Narrabundah College is a government college that teaches the last two years of secondary education in the Australian Capital Territory (ACT). It was the first school in Australia to offer the International Baccalaureate (IB), starting the programme in February 1978.

History
Narrabundah College was formed as a result of the ACT developing its own education system in 1974. The new system meant that public high schools would only teach from year 7 to 10, and that years 11 and 12 would be completed at a separate school. The pre-existing Narrabundah High School was re-formed as Narrabundah College.
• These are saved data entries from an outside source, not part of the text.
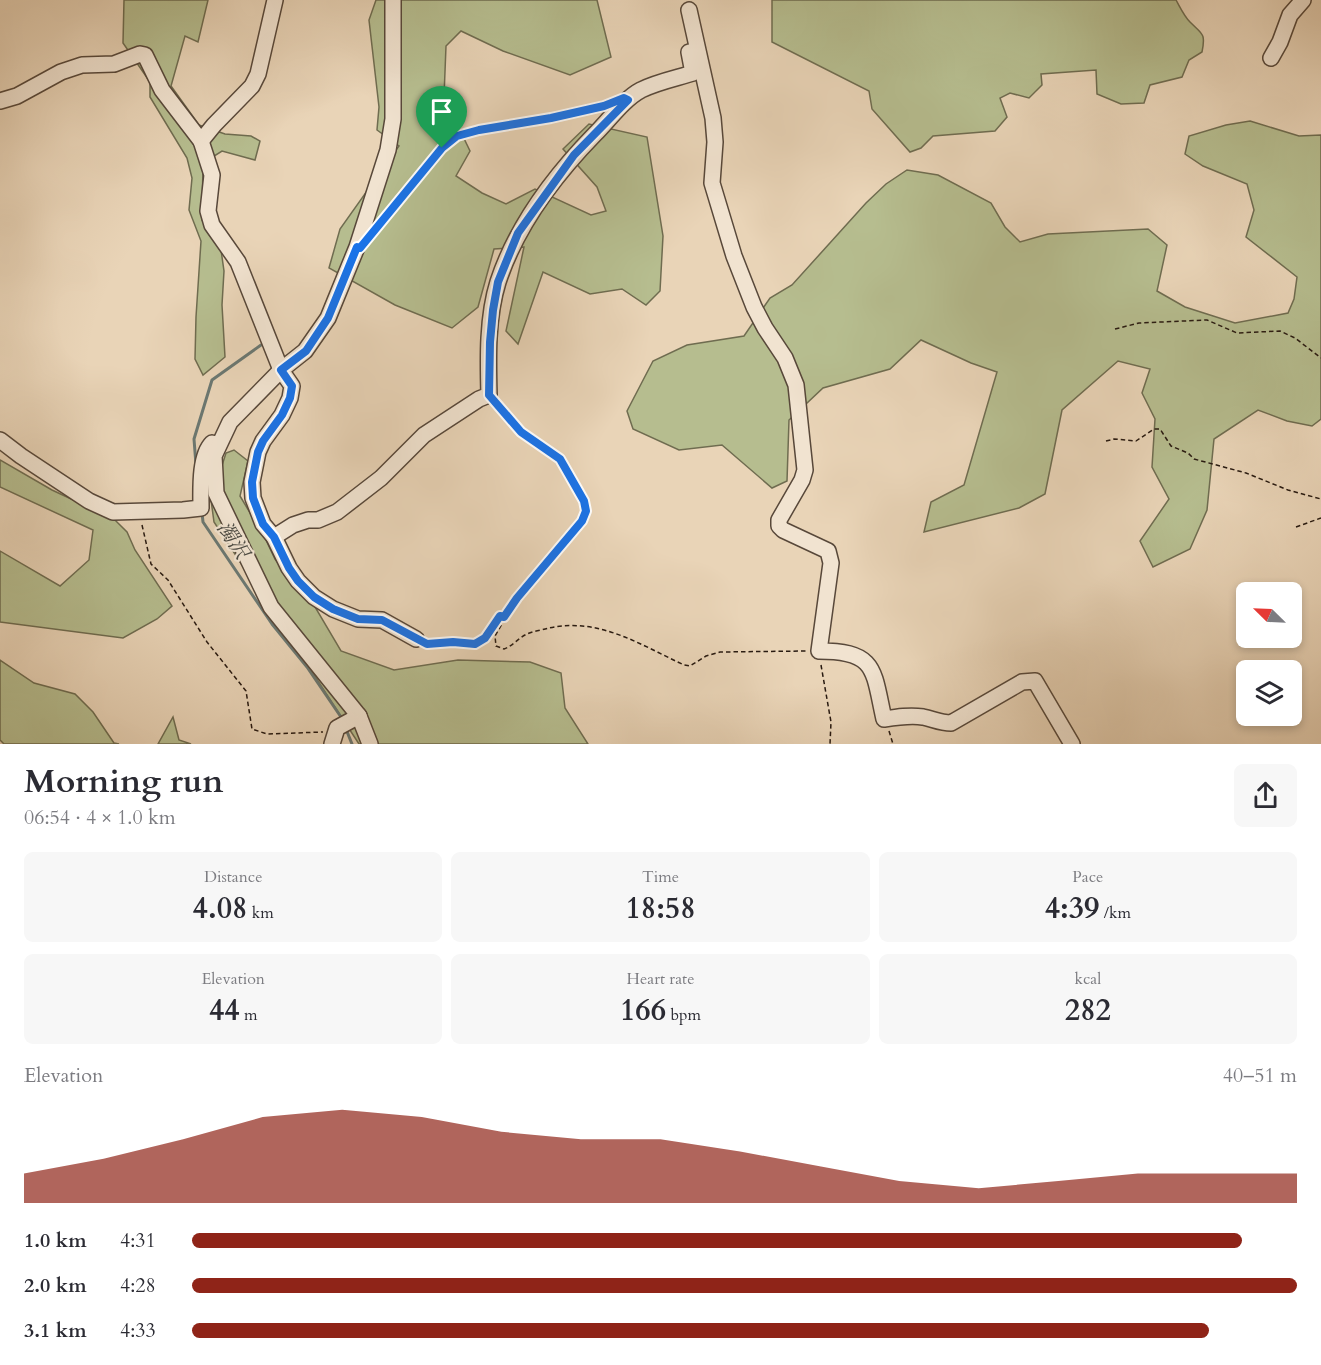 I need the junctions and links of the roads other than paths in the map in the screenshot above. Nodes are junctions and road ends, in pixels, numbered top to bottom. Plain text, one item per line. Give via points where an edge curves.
1 (274, 0) edge
2 (393, 0) edge
3 (1303, 0) edge
4 (689, 5) edge
5 (1271, 58) dead end
6 (0, 101) edge
7 (201, 141) junction
8 (281, 370) junction
9 (224, 433) junction
10 (0, 440) edge
11 (274, 537) junction
12 (416, 639) road end
13 (359, 716) junction
14 (335, 734) edge
15 (370, 744) edge
16 (1072, 744) edge

1 - 7 street via 252,86
2 - 8 street via 393,119 388,150 357,247 328,318 306,351
3 - 5 street via 1290,15
4 - 11 street via 683,22 693,72 641,90 628,100 574,155 518,233 498,282 490,342 489,395 423,435 381,478 337,512 293,525
4 - 16 street via 713,118 712,183 754,307 785,358 796,385 805,470 779,526 828,551 831,563 819,651 856,654 868,663 884,719 924,717 951,723 1022,682 1035,681
6 - 7 street via 61,72 82,65 114,64 140,54 145,55 162,90
7 - 8 street via 212,175 208,211 212,225 238,262
8 - 9 street
8 - 11 street via 292,386 290,398 258,452 252,482 253,498 263,524
9 - 10 street via 208,447 201,480 201,508 113,512 90,501
9 - 13 street via 214,456 216,493 272,607
11 - 12 street via 289,568 314,597 358,619 382,620
13 - 14 street
13 - 15 street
Due to low enrolments, the ACT Schools' Authority threatened to close the school in 1978. This prompted the community into seeking backing for the IB programme. The then-federal Minister for Education, John Carrick, approved the commencement of the programme in 1979, ensuring the survival of the school.

Campus

The college campus is located in the suburb of Narrabundah, Canberra. It consists of several buildings including the large "S Block" which was originally the segregated senior building for years 11 and 12 prior to the school becoming a secondary college. In addition to a quadrangle and a canteen, the college also has a gymnasium and a theatre, as well as spacious playing fields on which students may spend their free time and is close to golf courses, public ovals and the local shops.

The College facilities also feature smart boards, iPads, and computer and science labs. Every student is supplied a laptop computer for personal and educational use according to ACT legislation.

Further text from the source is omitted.